= Available data =
◇ ◇ ◇ ◇
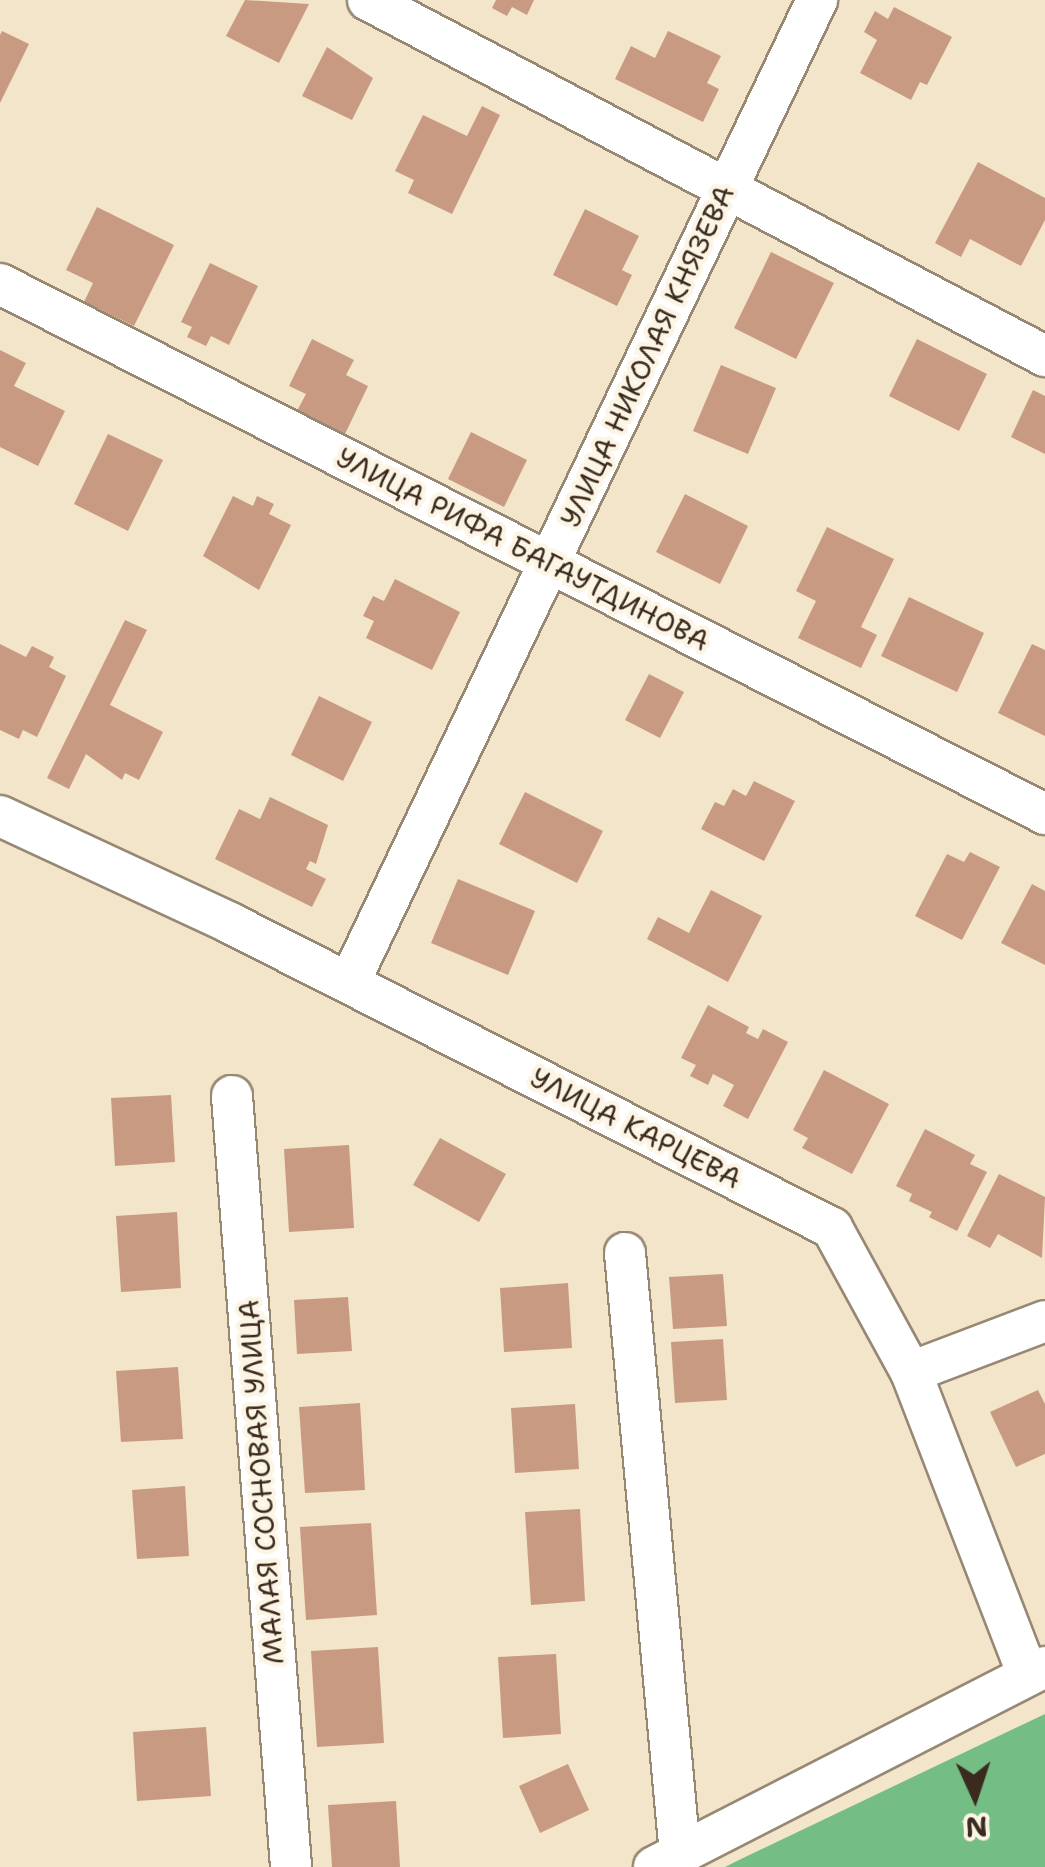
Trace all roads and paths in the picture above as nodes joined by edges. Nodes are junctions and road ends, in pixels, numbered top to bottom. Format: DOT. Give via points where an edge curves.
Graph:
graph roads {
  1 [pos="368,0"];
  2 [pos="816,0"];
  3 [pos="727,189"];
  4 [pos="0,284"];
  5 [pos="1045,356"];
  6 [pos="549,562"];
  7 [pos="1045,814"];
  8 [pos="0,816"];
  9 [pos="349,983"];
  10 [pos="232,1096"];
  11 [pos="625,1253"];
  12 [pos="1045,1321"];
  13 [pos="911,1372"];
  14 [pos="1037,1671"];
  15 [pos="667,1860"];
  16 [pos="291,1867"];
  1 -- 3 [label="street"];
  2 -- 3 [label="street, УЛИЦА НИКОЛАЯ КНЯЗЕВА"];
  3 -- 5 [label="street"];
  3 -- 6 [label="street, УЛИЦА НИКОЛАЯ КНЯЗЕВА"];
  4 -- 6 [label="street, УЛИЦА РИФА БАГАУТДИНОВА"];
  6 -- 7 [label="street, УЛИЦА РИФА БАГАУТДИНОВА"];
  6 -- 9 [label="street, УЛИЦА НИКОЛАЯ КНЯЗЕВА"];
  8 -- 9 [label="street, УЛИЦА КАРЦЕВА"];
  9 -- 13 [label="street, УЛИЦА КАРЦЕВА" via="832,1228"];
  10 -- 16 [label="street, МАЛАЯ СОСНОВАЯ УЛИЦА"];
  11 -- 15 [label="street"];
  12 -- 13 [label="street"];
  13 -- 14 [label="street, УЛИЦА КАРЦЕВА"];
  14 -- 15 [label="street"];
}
◇ ◇ ◇ ◇
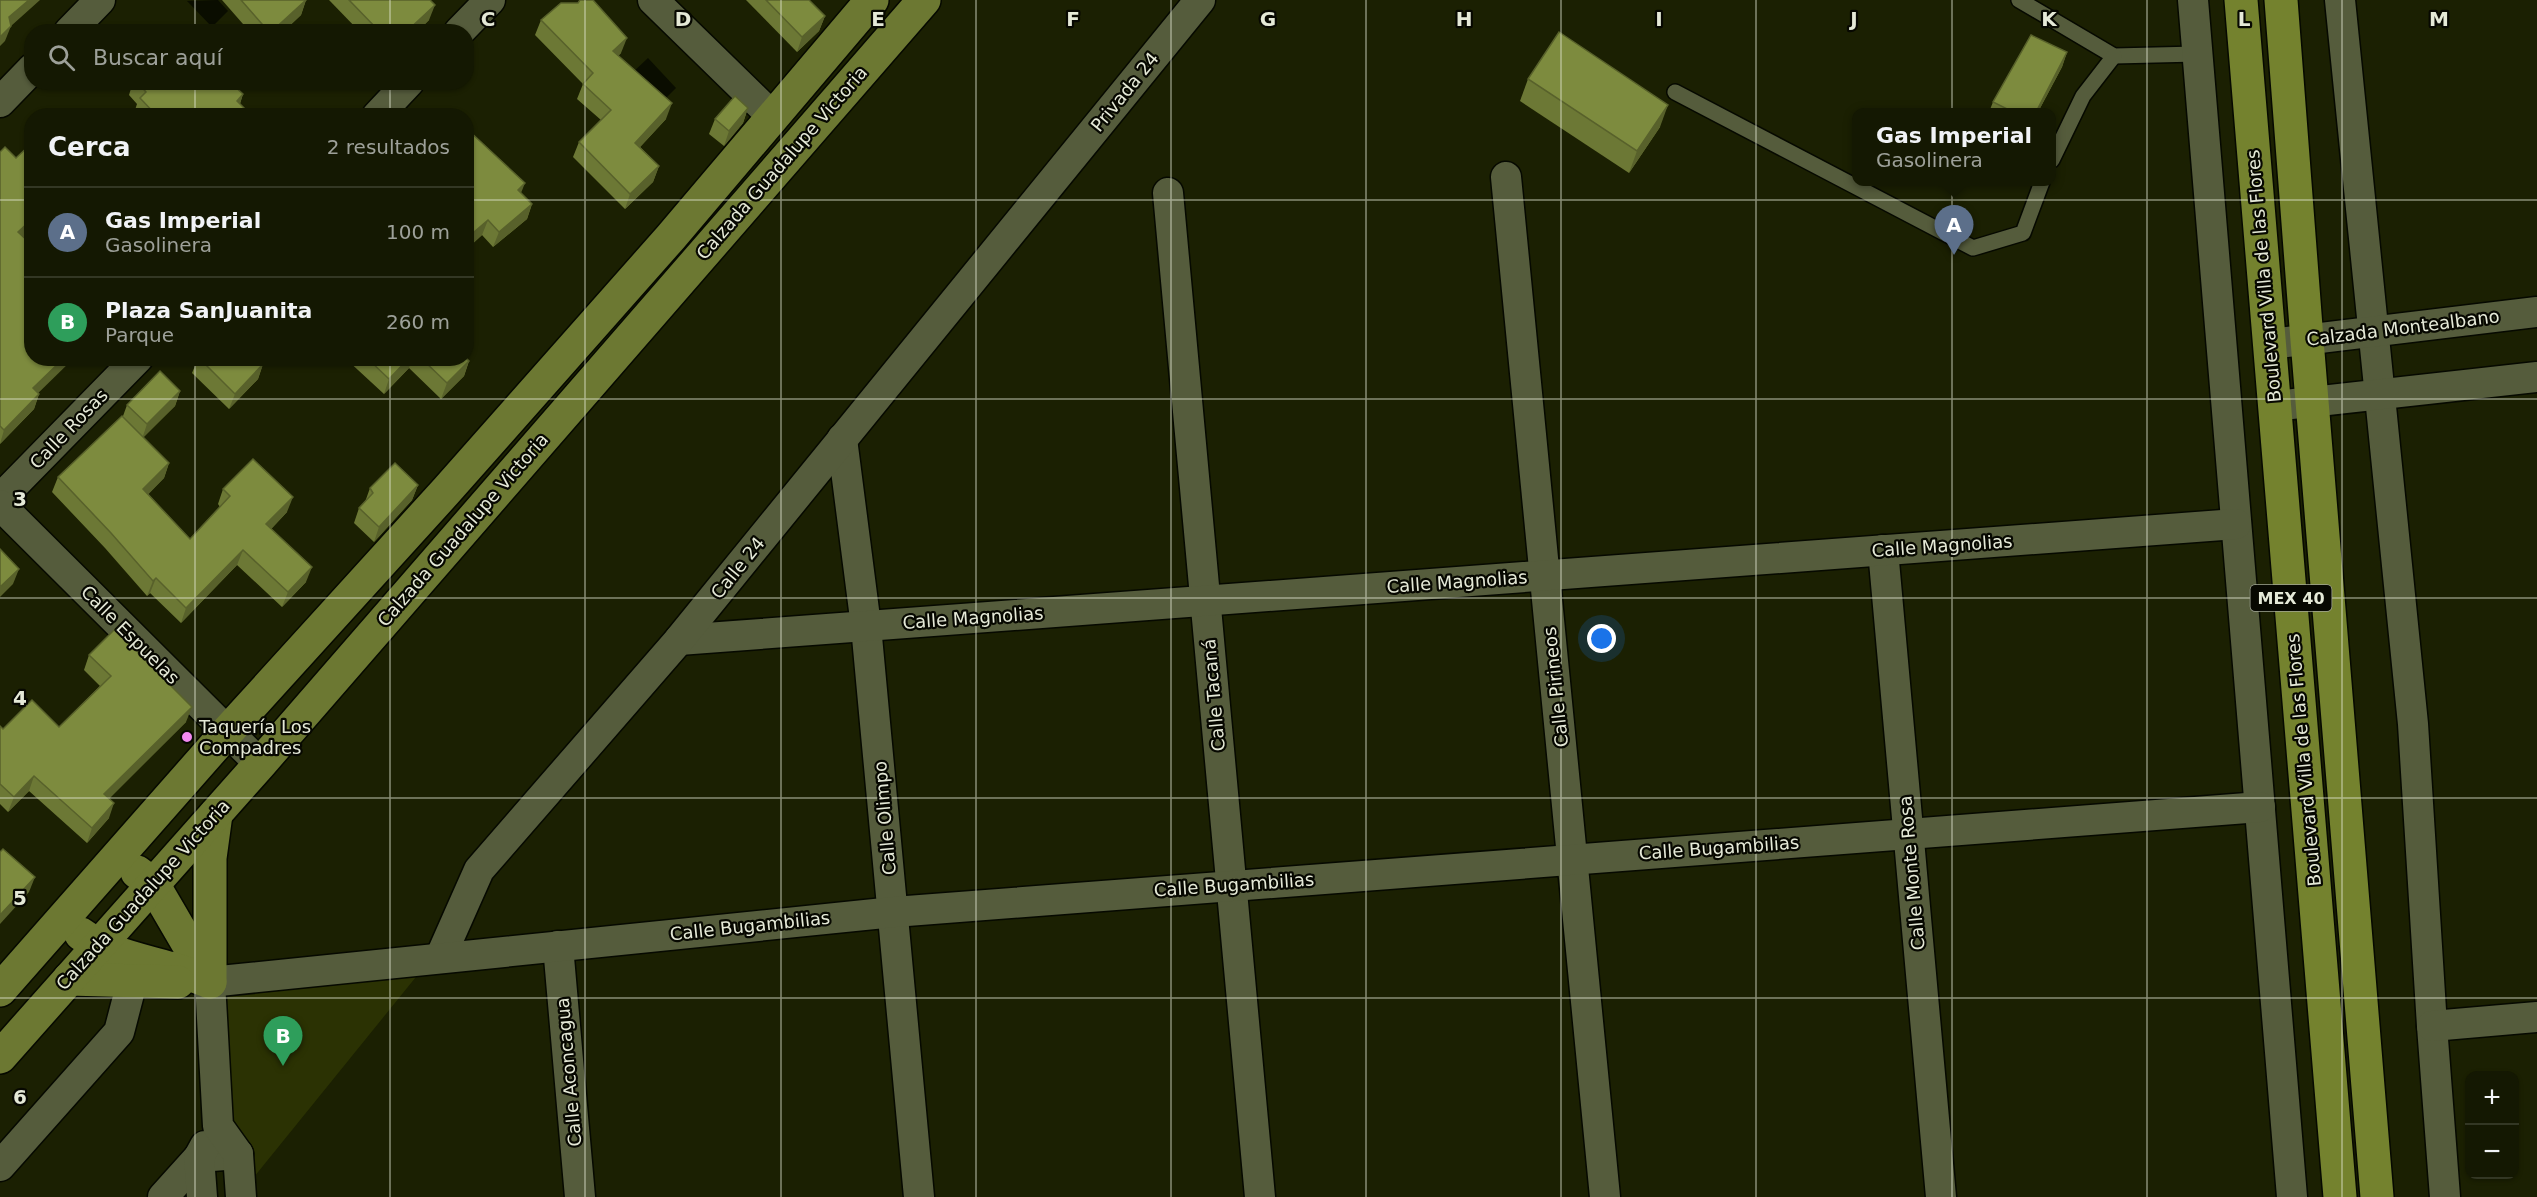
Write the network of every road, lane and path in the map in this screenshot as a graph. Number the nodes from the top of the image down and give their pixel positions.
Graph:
◇ ◇ ◇ ◇
= Exercise requirements =
Scan the lines above for the word "nodes". Return each one that has it.

= Answer space =
Trace all roads and paths in the picture above as nodes joined by edges. Nodes are junctions and road ends, in pixels, numbered top to bottom. Format: DOT. Give via points where an edge curves.
Write the network of every road, lane and path in the map in this screenshot as a graph. Number the nodes from the top of the image down and give their pixel positions.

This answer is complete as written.